La vocazione virtuosa all'amministrazione dello stato fa la differenza tra Europa mediterranea e paesi del Nord e l'euro non c'entra. L’Italia, grazie a tassi d'interesse vicini a quelli tedeschi conseguenti all’ingresso nell’euro, si è avvantaggiata per quasi un decennio di una riduzione di oneri del debito pubblico che amministrazioni pubbliche sagge avrebbero dovuto destinare alla riduzione del debito stesso.

Sul fronte comunitario, da più parti si pensa che, dopo le elezioni tedesche di questo autunno, ci possa essere un rilancio del progetto europeo con passi concreti nel cedere sovranità: tesoro, difesa, sicurezza, fiscalità.
Spostiamo allora i riflettori dall'euro alle altre monete.
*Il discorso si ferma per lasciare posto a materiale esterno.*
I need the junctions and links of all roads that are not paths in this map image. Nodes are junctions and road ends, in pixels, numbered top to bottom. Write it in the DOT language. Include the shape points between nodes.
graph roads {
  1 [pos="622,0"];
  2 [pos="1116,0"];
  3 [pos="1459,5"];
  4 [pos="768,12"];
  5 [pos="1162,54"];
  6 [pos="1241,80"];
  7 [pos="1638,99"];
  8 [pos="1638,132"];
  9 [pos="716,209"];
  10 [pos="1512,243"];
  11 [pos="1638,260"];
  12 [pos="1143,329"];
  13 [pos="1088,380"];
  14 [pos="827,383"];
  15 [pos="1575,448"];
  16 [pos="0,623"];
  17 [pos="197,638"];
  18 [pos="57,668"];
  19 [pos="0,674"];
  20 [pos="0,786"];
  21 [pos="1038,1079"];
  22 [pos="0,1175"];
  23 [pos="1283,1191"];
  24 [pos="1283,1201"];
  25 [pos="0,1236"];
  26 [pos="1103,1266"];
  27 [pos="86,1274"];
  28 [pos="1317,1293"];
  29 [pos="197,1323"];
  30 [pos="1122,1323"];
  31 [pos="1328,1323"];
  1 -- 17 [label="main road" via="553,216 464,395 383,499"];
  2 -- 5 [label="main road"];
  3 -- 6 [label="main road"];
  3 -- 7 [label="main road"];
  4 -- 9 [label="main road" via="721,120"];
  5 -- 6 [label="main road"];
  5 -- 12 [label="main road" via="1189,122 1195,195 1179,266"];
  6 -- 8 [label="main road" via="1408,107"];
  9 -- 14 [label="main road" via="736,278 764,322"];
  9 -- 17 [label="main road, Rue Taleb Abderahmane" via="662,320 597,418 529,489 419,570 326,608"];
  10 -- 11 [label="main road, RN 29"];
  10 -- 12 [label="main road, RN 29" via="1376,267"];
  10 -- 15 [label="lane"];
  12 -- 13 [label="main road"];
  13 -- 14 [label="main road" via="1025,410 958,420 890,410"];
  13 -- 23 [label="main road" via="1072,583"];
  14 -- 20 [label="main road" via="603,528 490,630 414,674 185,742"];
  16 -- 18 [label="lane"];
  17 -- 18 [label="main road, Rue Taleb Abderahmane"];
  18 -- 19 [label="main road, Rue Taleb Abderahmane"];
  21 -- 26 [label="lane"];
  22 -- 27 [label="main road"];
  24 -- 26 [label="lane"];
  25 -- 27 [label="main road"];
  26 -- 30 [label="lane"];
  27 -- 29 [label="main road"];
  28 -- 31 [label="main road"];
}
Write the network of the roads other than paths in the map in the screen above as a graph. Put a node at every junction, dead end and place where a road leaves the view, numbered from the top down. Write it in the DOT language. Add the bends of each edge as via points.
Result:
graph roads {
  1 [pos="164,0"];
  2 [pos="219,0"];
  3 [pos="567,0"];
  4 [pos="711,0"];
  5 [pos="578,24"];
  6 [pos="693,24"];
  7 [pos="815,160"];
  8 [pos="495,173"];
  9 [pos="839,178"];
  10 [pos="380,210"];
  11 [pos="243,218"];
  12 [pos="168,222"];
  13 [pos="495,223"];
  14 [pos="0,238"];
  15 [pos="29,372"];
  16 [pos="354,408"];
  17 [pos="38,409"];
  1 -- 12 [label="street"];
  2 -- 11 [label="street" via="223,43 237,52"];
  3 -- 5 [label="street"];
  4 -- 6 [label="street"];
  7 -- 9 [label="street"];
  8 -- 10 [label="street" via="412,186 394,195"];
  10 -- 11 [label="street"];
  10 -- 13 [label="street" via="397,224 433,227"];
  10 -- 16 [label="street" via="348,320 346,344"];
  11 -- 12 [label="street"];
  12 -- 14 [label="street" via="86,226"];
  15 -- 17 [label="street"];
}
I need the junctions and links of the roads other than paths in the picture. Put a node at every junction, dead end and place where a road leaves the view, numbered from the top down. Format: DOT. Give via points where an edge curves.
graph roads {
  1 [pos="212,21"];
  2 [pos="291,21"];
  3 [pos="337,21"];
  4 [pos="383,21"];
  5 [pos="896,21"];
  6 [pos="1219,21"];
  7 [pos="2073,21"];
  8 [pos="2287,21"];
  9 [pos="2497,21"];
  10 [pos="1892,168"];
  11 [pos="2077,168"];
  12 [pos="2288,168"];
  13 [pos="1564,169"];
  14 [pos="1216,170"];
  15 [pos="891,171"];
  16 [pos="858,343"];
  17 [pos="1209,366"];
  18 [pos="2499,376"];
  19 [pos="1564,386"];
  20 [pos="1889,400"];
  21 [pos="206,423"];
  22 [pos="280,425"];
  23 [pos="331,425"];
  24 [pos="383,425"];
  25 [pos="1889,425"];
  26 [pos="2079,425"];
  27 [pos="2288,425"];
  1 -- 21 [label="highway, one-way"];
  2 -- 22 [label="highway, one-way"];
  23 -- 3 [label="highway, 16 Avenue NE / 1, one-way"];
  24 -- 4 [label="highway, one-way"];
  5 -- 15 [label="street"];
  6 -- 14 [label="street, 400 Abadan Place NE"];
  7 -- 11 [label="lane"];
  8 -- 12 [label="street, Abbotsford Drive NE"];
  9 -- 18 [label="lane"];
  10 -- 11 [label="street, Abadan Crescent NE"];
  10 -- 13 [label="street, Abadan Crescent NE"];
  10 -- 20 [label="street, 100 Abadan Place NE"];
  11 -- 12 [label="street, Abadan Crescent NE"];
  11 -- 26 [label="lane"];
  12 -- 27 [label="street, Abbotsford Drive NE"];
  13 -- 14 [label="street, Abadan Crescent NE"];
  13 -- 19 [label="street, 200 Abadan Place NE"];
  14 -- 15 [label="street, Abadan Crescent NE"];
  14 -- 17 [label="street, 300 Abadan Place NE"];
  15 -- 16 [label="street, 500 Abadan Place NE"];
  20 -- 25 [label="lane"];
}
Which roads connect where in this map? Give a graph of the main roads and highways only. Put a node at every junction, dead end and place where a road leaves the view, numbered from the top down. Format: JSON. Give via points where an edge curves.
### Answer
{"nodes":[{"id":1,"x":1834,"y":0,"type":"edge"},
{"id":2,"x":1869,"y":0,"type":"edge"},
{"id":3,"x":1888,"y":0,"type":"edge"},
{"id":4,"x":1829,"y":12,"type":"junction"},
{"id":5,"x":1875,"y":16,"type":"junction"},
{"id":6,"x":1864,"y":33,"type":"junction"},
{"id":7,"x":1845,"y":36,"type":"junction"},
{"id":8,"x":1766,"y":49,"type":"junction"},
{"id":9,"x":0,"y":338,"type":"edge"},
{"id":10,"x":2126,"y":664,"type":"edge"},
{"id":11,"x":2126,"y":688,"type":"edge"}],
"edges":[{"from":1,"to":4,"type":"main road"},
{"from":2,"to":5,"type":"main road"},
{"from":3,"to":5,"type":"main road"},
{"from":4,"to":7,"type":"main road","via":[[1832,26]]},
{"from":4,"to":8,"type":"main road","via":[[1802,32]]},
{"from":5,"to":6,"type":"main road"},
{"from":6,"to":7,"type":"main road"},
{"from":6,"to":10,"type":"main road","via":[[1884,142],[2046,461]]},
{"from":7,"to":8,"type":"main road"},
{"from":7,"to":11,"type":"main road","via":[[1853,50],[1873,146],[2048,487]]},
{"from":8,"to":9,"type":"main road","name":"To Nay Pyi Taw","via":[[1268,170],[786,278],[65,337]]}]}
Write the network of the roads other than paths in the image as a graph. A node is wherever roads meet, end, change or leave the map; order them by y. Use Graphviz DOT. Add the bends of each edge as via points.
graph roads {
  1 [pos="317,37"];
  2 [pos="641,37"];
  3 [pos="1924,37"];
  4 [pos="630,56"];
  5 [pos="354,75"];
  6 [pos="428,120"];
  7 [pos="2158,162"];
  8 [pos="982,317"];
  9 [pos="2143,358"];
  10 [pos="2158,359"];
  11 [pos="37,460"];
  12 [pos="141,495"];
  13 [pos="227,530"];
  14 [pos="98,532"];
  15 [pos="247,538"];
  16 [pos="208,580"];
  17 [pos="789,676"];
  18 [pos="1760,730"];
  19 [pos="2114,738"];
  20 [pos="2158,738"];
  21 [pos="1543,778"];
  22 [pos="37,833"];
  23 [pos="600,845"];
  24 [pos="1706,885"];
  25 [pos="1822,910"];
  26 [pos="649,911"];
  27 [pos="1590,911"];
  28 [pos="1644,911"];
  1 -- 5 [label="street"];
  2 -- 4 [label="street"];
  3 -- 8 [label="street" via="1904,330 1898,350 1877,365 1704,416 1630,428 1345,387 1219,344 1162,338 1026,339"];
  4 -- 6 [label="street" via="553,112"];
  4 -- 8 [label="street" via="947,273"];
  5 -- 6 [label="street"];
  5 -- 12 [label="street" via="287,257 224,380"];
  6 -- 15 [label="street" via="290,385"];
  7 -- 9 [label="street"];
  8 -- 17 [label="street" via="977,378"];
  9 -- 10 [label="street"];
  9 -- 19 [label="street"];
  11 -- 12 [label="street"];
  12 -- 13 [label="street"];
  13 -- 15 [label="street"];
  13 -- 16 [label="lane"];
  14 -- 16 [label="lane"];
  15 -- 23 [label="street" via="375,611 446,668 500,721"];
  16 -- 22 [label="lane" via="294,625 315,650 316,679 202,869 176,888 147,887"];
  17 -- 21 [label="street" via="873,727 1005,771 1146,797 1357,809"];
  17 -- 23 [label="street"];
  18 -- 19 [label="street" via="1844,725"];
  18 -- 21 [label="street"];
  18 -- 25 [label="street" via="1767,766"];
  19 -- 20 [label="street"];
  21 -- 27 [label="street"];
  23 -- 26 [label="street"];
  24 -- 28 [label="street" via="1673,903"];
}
Ad esempio, perché accettare che la moneta cinese, in un paese che cresce quasi del 8 % anno, non si apprezzi significativamente? La politica monetaria dovrebbe riparare queste distorsioni.

20/05/2013 16:16:15

Non credo che l'euro sia il responsabile dei problemi dell'Italia.
Inoltre, nei primi anni di adozione, alcuni ne hanno approfittato convertendo alla pari i prezzi Lira/euro con aumento del fatturato.
D'altro canto un euro piu' debole agevolerebbe ulteriormente le esportazioni, visto che oggi le aziende che esportano sono quelle che ottengono i migliori risultati.
Tuttavia mi sembra che l'andamento della quotazione della valuta segua piu' logiche speculative che reali.